Iterate and intersect on BitSet vs Int

I noticed that looping on a BitSet resulted in a significant slowdown (~10X) compared to the equivalent loop on Int64. This is resulting in undesirable performance tradeoff as intersect on the BitSets is significantly faster than on Int. I’m wondering if there wouldn’t be a strategy to get best of both world.

To put in context, the usage is for building histograms for usage in a tree algorithm. The loop goes over row indices and a value is stored in a corresponding bin in the histogram. This is where row indices as BitSet performs not good:

Data setup:

using BenchmarkTools
using StatsBase: sample

nrows = 80_000
ncols = 100
nbins = 32

id1_int = sample(1:nrows, nrows, replace=false, ordered=true)
id2_int = sample(1:nrows, Int(nrows/2), replace=false, ordered=false)

id1_bit = BitSet(sample(1:nrows, nrows, replace=false, ordered=true));
id2_bit = BitSet(sample(1:nrows, Int(nrows/2), replace=false, ordered=false));

hist = zeros(32)
x_bin = sample(UInt8.(1:nbins), nrows, replace=true, ordered=false)
value = rand(nrows)

The histogram loop:

function hist_sum(x::Vector{S}, hist::Vector{T}, set::I, value::Vector{T}) where {S,T,I}
    hist .*= 0
    for i in set
        hist[x[i]] += value[i]

@btime hist_sum($x_bin, $hist, $id1_int, $value)
@btime hist_sum($x_bin, $hist, $id1_bit, $value)
  76.900 μs (0 allocations: 0 bytes)
  445.399 μs (0 allocations: 0 bytes)

But issue is that the intersect of two ensembles (used to split the indices into the two child nodes) resulted in opposite performance:

function inter(x1, x2)
    res = intersect(x1, x2)
    return res

@btime inter($id1_int, $id2_int)
@btime inter($id1_bit, $id2_bit)
  8.987 ms (36 allocations: 2.69 MiB)
  910.000 ns (4 allocations: 10.03 KiB)

Any hint as to how to get performance on both the iteration and the intersect? Converting the BitSet to Int for the loop does improve performance, but also results in allocations that impairs the perormance.
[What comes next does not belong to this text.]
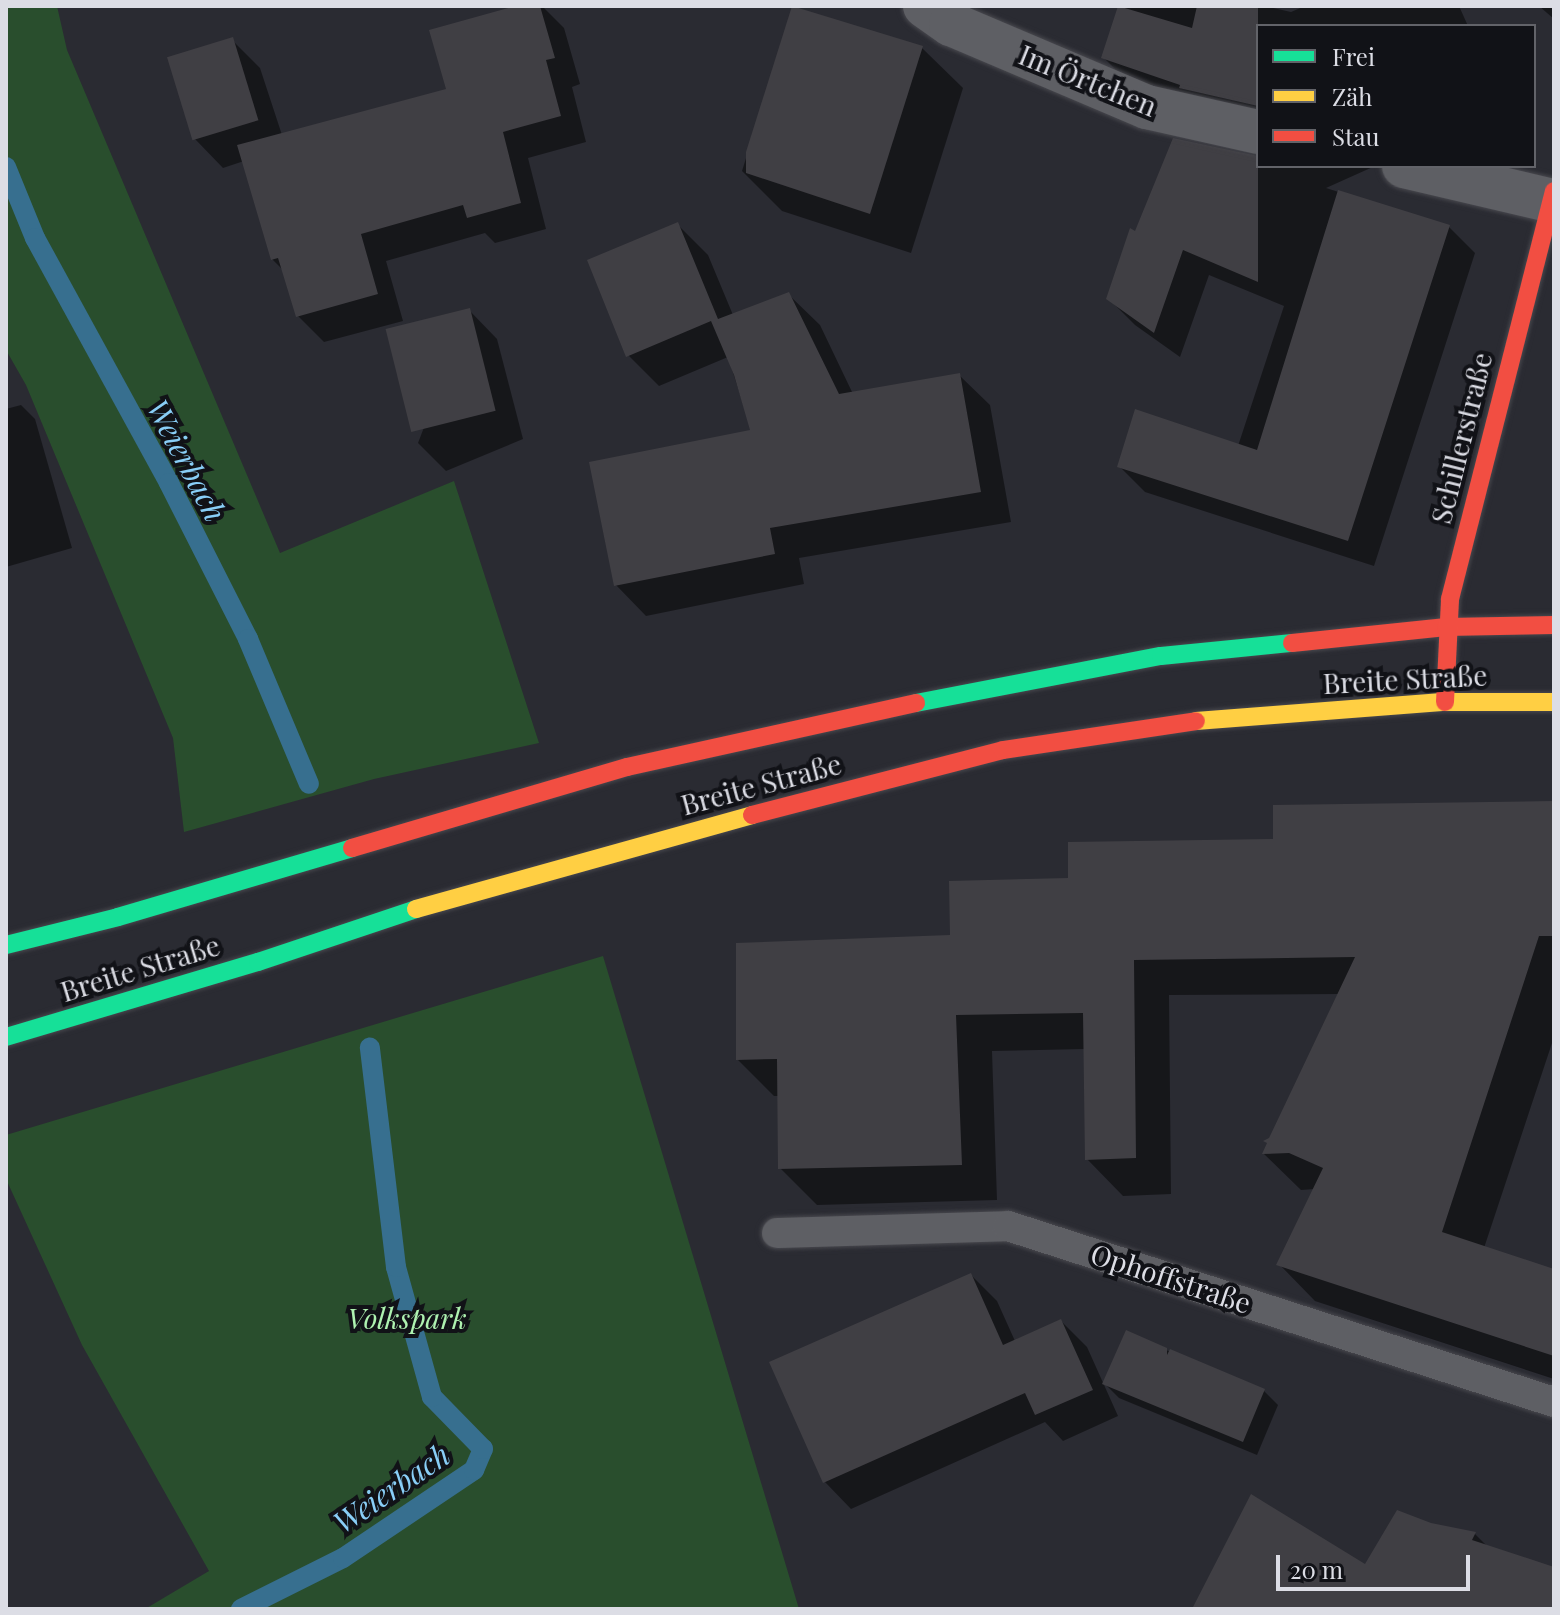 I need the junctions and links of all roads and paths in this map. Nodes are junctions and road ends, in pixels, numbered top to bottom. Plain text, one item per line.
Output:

I suspect that what you are running into is simply part of the design: for BitSet, the representation is packed bits, so you can do all binary operations (union, intersect, setdiff) very fast, but operations that require access for individual bits are slower because one has to unpack.

Choosing between representations is something you should do after benchmarking with “typical” data you expect. Since your code is generic for the set, this should be easy to do.

Incidentally, you don’t need type parameters S,T,I for hist_sum, and you could use an AbstractVector or duck typing for the other arguments.

1 Like

Sidenote. This is pretty odd:

This is equal to

hist .= hist .* 0

Why multiply each element with zero instead of just setting it to zero: hist .= 0? If you’re trying to optimize performance this seems very counterproductive. On my computer it’s 100-1000 times slower!

julia> @btime r .= 0 setup=(r = bitrand(10^5));
  126.072 ns (0 allocations: 0 bytes)

julia> @btime r .*= 0 setup=(r = bitrand(10^5));
  83.230 μs (1 allocation: 4.19 KiB)

There is a slightly different version which, with your data, reduces significantly the performance gap for sets:

function hist_sum!(x::Vector, hist::Vector, set, value::Vector) 
    hist .= 0
    for i in 1:last(set)
        if i in set
            hist[x[i]] += value[i]

But you sample data doesn’t seem typical, as id1_bit is simply the list of numbers 1:nrows

1 Like

On top of that, multiplication isn’t guaranteed to set the elements to 0:

julia> (-Inf, Inf, NaN) .* 0
(NaN, NaN, NaN)
1 Like

For the record, there was room for optimizing BitSet iteration, I just made a PR to Julia. It still doesn’t yield as good performance as with the function in my last answer for your example though.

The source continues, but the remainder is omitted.